会計がわかっていれば、候補にあがっている企業、すべての有価証券報告書を見比べたうえで、投資先を判断できる。この判断穂応報は、銀行融資担当者の仕事に匹敵するといってもいい。融資担当者が、企業の何を見て融資判断を下すかといえば、やはりメインは決算書なのだ。では、投資すべきかどうかは、どこを見て判断したらいいか。ここまでくれば、もうわかる人も多いのではないか。結論からいえば、BSの『純資産』である。

前に、『グロス』と『ネット』の話をしただろう。どれだけ負債があるか、どうれだけ資産があるかを見ても、その企業の本当の財務状況はわからない。資産から負債を引いた純資産が多ければ、その企業は、より安全に投資できる優良企業ということだ。つまり、純資産が大きいということは、資産(=負債+純資産)が負債よりかなり大きいとなる。その企業の社債にすれば、資産が目減りしても、負債の金額を上回っていれば、社債の償還には支障がない。純資産が大きいということは、その可能性が大きいということになるので、社債への投資も安全というわけだ。

株式への投資はどうだろうか。純資産に対応する資産が株式の価値に対応する。ざっくりいうと、純資産を発行株式数で割れば、1株あたりの純資産額になるが、それが理論的な株価ともいえる。純資産が大きいのは、株価が高いということでもある。株式の場合には、1株あたりの純資産が低いものを買って、その後の純資産額の増加を期待するという手法が一般的なので、純資産が現時点で大きいというのは、必ずしも株式投資に適切とはいえない。しかし、この場合でも、純資産の今後の予想がどうなるかという点で、やはり純資産額は注目される」(94ページ)

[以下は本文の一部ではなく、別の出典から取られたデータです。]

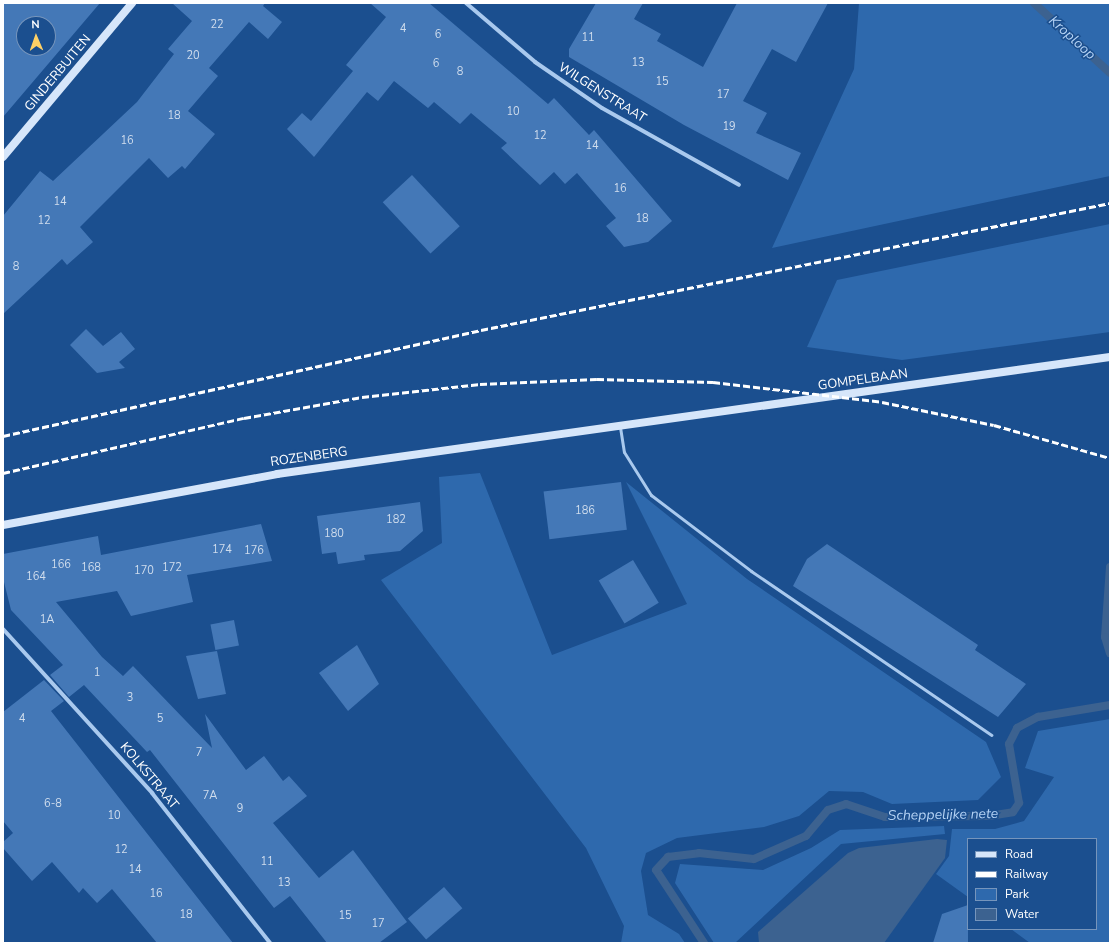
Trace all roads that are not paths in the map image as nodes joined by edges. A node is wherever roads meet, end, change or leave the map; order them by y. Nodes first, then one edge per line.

投資をしたり、融資をしたりする会社を選ぶ際は、高橋さんの述べておられるように、純資産の大きい会社の方が、回収の確実性が高いので、安心できるという側面があります。ところで、本旨からずれますが、銀行が上場会社に融資をする場合、信用面、すなわち、回収できるかどうかという面では、あまり厳格な審査は不要と考えられます。なぜなら、証券取引所に上場していることで、すでに高い信用を得られているからです。もう1点、注意が必要なのは、貸借対照表の資産の額は、必ずしも時価であるとは限らないということです。例えば、土地は、取得後に地価が上昇しても、特殊な例を除き、その上昇後の価額は貸借対照表に反映されません。

逆に、地価が下降したときも、一定の条件を満たしたときに、下降後の価額を反映することになっており、タイムリーに反映してはいません。このようなルールは、子会社株式など、長期保有目的の有価証券についても同様です。さらに、減価償却が終わり、貸借対照表には価額が計上されていない機械でも、物理的に使用されているということもあります。逆に、固定資産に計上されている固定資産であっても、時価よりも高いという場合もあります。とはいえ、M&Aを行う場合を除き、一般的には、貸借対照表の資産の額が、その会社の保有する資産の額と、ほぼ、同額ととらえて財務分析を行うことに問題はないでしょう。

ただ、希に、意図的に資産が多く計上されていることがあります。これは、いわゆる、粉飾決算が行われているということです。銀行の融資審査では、高橋さんの述べておられるように、資産の部の金額、純資産の部の金額も見ますが、さらに、それらが粉飾されずに、正しい会計のルールに従って経常されているものであるかどうかも、確認しながら分析していきます。ただし、粉飾されているかどうかを確認することは、会計について学び始めた方には難易度が高いので、当面は、自己資本比率や、流動比率、固定比率、固定長期適合率などの財務分析のみの分析で問題ないと考えます。